In areas deemed “safe” because the Lebanese militant group has no presence, he feels that Shiite Muslims like him are not welcome. Residents regard them with suspicion as potential Hezbollah members, and landlords charge exorbitant prices to rent to displaced families.
Instead, the 35-year-old, who works at a perfume company, headed to central Beirut where he set up a small tent where he has been staying, along with his wife, 7-year-old son and 5-year-old daughter.
Shuman even rejected an offer from a friend who invited him to bring his family to the Christian mountain town of Zgharta. He preferred to remain in his tent, even though it has flooded twice in the past two weeks.
“By staying here I have my dignity and respect,” Shuman said, sitting on a chair near his tent as a barber gave him an open-air hair cut. “We will not stay in a place where we are going to be humiliated.”
In a country full of suspicion, the more than 1 million people — most of them Shiite — displaced as a result of Israel’s evacuation orders and airstrikes have limited options.
Some landlords in Christian areas refuse to rent to Shiites.

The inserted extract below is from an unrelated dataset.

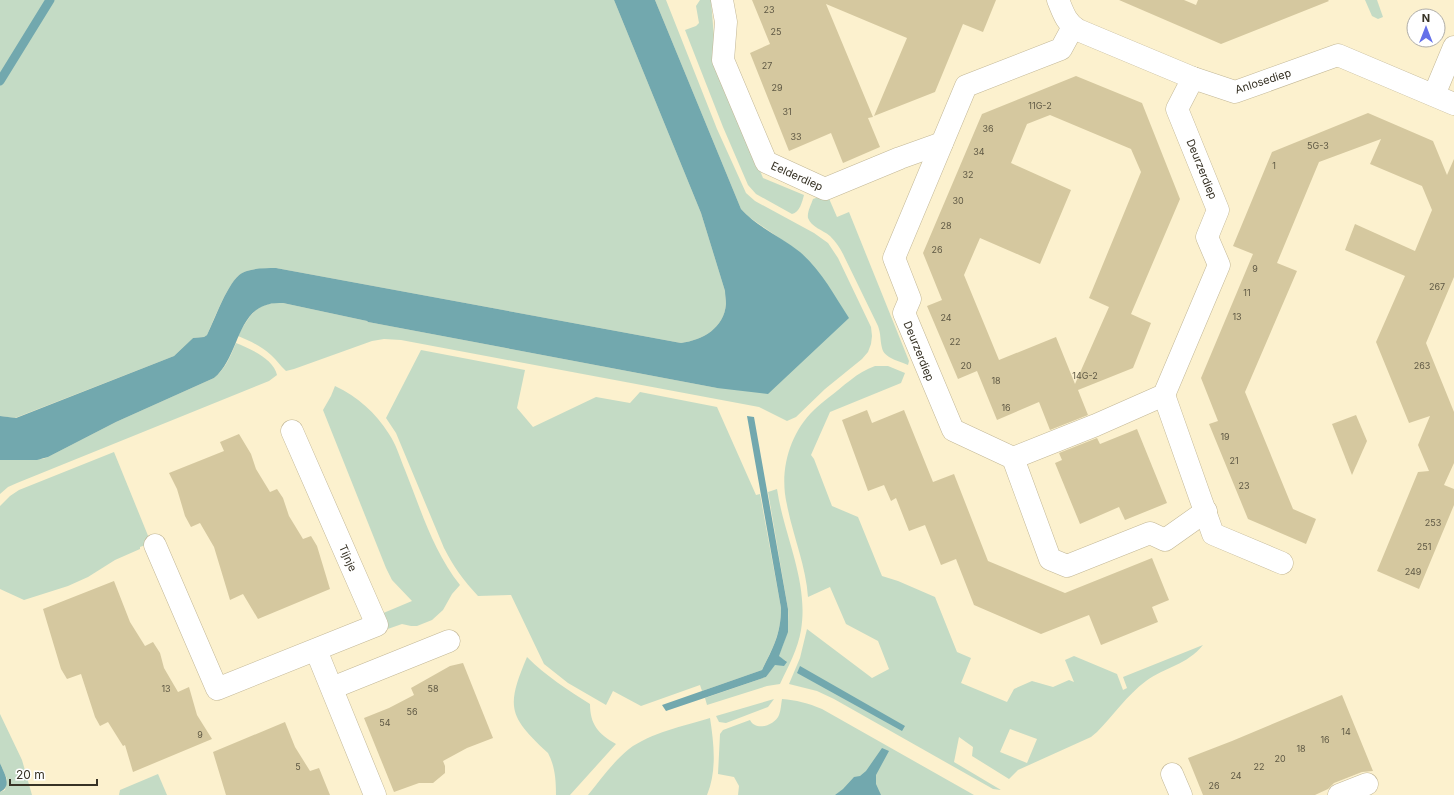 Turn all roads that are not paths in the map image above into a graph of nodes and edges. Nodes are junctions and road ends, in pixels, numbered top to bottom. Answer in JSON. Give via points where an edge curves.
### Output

Others demand inflated rents and deposits that few can afford. Fatima Zahra, 42, from Beirut’s southern suburbs, said she and her sister sold their finest jewelry to pay the $5,000 the landlord charged up front for two months’ rent.

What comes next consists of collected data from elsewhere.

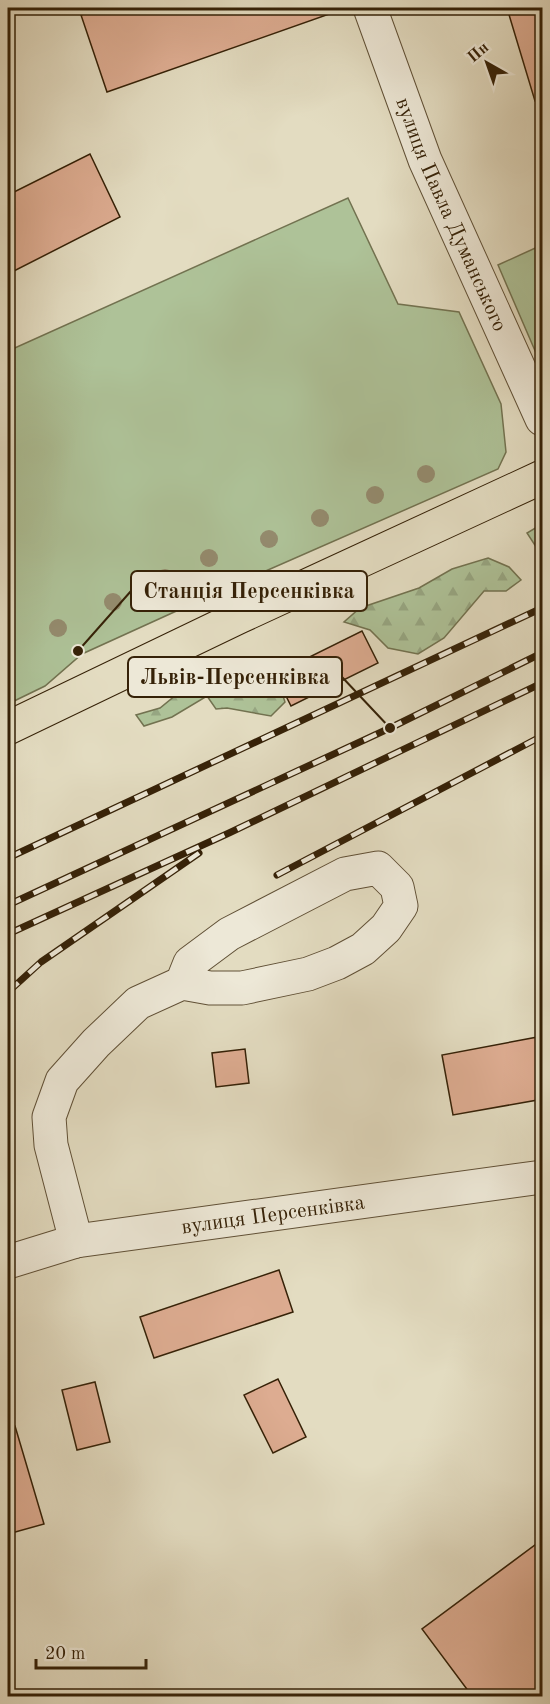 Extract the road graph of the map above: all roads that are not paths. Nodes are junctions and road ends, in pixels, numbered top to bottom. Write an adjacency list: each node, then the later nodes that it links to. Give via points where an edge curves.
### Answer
1 (370, 8): 2 (street, вулиця Павла Думанського, via 425,160)
2 (543, 418)
3 (543, 477): 4 (main road)
4 (8, 728)
5 (182, 982): 5 (street, via 210,988 243,988 308,974 337,963 363,949 386,928 401,906 397,887 378,868 345,874 229,934 190,963); 7 (street, via 138,1004 96,1042 62,1081 49,1117 51,1146)
6 (543, 1177): 7 (street, вулиця Персенківка)
7 (76, 1240): 8 (street, вулиця Персенківка)
8 (8, 1262)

In some Beirut neighborhoods, displaced people who can afford to pay high rents are only allowed to take the apartment after landlords inform the security agencies to check on whether the family has any links to Hezbollah.
Sectarian tensions are a sensitive issue in Lebanon because the country fought a 15-year civil war ending in 1990 that largely broke down along sectarian lines.

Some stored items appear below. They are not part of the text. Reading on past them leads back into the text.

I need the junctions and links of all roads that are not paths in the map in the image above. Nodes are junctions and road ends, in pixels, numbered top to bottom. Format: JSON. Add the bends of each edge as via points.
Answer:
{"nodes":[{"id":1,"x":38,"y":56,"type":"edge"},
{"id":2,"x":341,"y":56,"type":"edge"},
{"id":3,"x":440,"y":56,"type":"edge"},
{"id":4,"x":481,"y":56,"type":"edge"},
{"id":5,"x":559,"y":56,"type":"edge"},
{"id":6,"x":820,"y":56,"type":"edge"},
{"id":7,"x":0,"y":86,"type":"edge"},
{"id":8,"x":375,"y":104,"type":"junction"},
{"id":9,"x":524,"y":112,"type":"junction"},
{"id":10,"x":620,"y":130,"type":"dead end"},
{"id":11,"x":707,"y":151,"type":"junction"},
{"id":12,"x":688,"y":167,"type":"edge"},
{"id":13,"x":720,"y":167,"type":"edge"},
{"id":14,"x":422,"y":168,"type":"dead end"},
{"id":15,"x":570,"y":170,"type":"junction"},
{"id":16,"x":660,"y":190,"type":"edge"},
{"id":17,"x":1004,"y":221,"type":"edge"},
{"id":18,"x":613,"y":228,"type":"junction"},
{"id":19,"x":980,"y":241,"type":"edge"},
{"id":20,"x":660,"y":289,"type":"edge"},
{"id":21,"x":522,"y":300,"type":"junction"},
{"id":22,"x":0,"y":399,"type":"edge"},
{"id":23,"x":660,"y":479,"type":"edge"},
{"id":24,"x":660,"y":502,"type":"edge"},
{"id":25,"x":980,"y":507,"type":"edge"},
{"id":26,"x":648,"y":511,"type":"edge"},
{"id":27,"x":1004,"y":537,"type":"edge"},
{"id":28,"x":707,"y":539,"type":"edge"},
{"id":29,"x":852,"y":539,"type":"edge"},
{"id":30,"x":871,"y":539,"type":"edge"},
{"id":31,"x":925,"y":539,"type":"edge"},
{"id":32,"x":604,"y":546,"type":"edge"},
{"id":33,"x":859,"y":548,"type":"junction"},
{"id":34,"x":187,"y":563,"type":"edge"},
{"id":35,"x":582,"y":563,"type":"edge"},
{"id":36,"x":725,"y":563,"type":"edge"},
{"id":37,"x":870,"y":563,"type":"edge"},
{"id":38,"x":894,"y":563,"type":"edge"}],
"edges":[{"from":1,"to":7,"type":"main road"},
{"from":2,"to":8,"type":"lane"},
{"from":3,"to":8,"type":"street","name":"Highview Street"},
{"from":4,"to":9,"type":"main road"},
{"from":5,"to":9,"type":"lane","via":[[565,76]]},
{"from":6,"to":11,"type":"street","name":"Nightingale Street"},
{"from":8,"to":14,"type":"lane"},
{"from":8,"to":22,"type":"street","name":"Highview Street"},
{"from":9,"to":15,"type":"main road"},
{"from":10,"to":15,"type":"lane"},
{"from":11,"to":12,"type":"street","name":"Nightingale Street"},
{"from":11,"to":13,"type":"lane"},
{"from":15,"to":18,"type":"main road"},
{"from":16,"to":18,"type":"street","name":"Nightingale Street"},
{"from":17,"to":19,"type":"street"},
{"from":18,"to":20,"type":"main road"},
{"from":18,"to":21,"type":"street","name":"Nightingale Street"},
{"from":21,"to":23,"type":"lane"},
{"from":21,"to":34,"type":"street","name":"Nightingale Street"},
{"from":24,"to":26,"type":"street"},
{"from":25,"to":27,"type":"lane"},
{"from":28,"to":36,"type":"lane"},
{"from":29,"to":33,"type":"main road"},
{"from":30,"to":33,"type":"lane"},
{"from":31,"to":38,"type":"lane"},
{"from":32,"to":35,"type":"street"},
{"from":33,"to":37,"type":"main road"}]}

Social frictions have worsened since Israel’s targeted airstrikes killed Hezbollah officials or members of Iran’s paramilitary Revolutionary Guard in predominantly Christian, Sunni and Druze areas, raising fears among the hosts that Hezbollah members are mingling within the civilian population.
The Lebanese are deeply divided over Hezbollah’s wars with Israel, with many in the small nation blaming the Iran-backed group for dragging the country into a deadly conflict that has so far left more than 1,300 people dead and over 4,000 wounded. Hezbollah fired missiles into Israel two days after the U.S. and Israel attacked Iran on Feb. 28, triggering the ongoing Middle East war.
The renewed war has caused widespread destruction and paralyzed the economy at a time when Lebanon is still in the throes of a historic economic crisis that broke out in late 2019. The country has not yet recovered from the last Israel-Hezbollah war in 2024.
In mid-March, an Israeli airstrike on an apartment in the town of Aramoun killed three people, prompting some local residents to call for the displaced to leave the area.
Days later, an airstrike on the nearby town of Bchamoun also killed three people, including a four-year-old girl, who were displaced from Beirut’s southern suburbs, where Hezbollah has a strong presence.
In neither case did Israel announce the intended target of the strikes, but neighbors assumed that someone in the targeted apartments was a Hezbollah member.
“Had we known that they were linked to Hezbollah, we would have kicked them out,” an angry man who owns an apartment in the building in Bchamoun said at the scene.
In late March, a missile exploded over the predominantly Christian Keserwan region north of Beirut, with debris falling on different areas. Although the Lebanese army later said that it was an Iranian missile passing over Lebanon that fell, many initially assumed that it was an Israeli airstrike targeting displaced people.
No one was was hurt by the missile debris, but a group of young men attacked displaced Shiites in the district of Haret Sakher near the coastal city of Jounieh, calling for their eviction, before local officials intervened.
“We don’t want them here,” shouted a Haret Sakher resident shortly after the strike. He said that some of the displaced refer to their hosts as “Zionists,” accusing them of being aligned with Israel because they criticize Hezbollah for dragging the country into the conflict. He added: “We don’t want national coexistence.”
George Saadeh, a member of Jounieh’s municipal council, told The Associated Press that he had called on Haret Sakher residents to avoid any reaction “so that we can preserve civil peace.”
In a predominantly Christian area just north of Beirut, plans to house displaced people in an abandoned warehouse near the port were suspended last week after drawing backlash from lawmakers and residents.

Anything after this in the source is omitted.